Records from a dataset:
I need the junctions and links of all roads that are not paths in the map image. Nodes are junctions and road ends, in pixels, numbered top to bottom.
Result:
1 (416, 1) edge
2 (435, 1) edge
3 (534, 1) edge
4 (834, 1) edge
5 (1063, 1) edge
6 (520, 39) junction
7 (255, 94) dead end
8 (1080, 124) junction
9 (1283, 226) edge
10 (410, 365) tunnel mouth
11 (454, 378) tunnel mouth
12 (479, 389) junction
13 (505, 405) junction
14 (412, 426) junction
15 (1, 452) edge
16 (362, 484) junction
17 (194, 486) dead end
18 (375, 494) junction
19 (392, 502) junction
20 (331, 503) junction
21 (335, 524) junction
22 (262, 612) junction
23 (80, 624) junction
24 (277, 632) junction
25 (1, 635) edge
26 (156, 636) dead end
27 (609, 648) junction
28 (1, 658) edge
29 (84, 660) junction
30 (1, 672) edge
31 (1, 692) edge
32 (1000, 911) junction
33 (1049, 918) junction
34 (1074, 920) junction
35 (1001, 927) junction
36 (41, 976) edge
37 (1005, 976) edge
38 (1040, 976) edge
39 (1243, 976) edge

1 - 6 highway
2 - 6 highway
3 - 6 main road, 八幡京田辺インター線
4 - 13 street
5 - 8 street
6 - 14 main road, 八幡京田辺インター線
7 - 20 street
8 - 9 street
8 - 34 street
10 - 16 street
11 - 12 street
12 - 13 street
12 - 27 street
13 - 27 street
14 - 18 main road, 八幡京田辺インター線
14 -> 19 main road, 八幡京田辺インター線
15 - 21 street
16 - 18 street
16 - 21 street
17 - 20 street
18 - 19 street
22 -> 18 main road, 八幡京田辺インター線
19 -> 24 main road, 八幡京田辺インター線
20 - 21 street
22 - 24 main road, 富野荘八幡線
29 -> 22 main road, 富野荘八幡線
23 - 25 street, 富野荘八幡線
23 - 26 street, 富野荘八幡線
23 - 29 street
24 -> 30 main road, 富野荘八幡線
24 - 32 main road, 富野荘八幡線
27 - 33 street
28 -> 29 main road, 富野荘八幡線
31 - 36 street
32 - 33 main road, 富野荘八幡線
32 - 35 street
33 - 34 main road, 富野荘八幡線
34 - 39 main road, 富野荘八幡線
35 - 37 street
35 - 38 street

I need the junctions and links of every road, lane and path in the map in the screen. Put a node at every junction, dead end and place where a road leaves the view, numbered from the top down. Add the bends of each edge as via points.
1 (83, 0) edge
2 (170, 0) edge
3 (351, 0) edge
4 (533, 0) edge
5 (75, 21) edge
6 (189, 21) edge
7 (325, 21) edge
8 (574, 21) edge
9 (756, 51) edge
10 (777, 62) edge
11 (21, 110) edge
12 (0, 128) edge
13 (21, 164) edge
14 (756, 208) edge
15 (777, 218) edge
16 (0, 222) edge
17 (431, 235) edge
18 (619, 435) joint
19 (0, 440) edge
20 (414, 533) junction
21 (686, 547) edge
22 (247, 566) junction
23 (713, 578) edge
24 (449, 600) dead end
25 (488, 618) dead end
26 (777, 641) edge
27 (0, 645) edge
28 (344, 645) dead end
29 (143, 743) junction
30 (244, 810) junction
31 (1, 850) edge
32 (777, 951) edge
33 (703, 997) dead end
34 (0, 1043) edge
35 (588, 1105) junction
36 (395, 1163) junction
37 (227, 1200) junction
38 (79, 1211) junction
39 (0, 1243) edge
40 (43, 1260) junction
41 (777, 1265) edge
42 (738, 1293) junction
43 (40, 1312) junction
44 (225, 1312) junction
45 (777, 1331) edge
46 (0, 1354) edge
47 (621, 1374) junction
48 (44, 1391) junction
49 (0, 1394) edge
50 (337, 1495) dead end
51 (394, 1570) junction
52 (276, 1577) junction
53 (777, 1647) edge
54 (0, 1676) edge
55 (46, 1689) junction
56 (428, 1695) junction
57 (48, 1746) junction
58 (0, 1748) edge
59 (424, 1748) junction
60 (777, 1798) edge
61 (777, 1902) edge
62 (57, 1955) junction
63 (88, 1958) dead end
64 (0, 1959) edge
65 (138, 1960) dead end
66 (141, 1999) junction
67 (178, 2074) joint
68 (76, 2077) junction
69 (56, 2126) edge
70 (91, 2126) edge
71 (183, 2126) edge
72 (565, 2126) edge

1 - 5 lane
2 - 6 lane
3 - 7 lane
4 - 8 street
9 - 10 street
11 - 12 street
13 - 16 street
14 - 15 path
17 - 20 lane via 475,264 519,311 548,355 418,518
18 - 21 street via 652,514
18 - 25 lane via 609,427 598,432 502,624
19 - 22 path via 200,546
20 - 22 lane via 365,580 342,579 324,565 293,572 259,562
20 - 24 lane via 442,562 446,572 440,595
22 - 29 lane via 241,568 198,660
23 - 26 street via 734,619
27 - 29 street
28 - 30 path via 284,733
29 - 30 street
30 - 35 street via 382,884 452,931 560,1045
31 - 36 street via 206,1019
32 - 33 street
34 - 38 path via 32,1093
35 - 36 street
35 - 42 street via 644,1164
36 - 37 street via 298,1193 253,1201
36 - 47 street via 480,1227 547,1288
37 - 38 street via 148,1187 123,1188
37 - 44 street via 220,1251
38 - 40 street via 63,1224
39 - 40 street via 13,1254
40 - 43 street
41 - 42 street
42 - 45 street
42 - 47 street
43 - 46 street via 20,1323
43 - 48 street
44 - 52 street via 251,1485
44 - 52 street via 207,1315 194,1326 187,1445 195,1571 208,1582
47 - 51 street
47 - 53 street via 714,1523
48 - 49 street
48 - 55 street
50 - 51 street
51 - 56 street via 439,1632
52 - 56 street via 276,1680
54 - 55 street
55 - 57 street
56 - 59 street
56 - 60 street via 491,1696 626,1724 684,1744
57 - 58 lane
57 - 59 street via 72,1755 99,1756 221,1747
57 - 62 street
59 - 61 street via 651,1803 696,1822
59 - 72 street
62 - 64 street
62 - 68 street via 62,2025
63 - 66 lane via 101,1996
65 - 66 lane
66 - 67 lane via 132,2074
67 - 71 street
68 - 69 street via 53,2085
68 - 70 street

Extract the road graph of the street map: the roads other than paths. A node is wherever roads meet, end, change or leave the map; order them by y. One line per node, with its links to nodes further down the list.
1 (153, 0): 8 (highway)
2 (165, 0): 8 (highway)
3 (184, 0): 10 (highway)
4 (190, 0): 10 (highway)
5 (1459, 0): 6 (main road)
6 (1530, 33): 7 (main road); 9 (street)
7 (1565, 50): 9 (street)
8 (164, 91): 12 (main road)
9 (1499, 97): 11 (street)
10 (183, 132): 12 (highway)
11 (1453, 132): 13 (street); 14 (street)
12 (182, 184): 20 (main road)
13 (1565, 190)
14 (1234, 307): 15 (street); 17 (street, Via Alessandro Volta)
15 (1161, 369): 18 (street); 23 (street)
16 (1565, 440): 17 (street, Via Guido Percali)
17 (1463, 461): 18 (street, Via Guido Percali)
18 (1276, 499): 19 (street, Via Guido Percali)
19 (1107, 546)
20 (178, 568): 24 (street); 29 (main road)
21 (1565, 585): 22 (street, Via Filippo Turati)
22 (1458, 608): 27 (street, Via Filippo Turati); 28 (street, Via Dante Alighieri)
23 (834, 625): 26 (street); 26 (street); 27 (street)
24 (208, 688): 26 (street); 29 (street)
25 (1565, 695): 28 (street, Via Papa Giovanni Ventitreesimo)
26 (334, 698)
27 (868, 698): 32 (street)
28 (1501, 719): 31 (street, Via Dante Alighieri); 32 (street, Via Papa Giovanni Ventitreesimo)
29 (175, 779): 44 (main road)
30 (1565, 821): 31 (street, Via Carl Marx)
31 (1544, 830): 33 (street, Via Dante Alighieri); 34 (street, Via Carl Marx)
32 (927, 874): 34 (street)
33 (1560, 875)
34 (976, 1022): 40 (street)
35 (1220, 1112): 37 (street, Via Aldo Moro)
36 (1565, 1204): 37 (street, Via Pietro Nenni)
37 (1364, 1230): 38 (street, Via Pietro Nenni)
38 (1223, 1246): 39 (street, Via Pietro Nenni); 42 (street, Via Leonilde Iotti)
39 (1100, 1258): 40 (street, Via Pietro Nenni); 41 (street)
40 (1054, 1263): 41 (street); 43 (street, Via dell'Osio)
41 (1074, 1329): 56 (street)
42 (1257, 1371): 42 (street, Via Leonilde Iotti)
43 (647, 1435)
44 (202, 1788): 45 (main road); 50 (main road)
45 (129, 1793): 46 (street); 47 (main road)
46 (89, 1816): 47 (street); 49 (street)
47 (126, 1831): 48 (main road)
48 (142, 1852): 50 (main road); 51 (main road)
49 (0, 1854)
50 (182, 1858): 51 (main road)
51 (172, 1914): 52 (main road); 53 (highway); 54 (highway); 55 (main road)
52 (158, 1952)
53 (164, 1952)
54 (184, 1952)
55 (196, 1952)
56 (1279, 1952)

#### WORK ORDER
Whenever a line of the entries contains the string "Ventitreesimo", copy that line.

#### RESULT OF THIS EXERCISE
25 (1565, 695): 28 (street, Via Papa Giovanni Ventitreesimo)
28 (1501, 719): 31 (street, Via Dante Alighieri); 32 (street, Via Papa Giovanni Ventitreesimo)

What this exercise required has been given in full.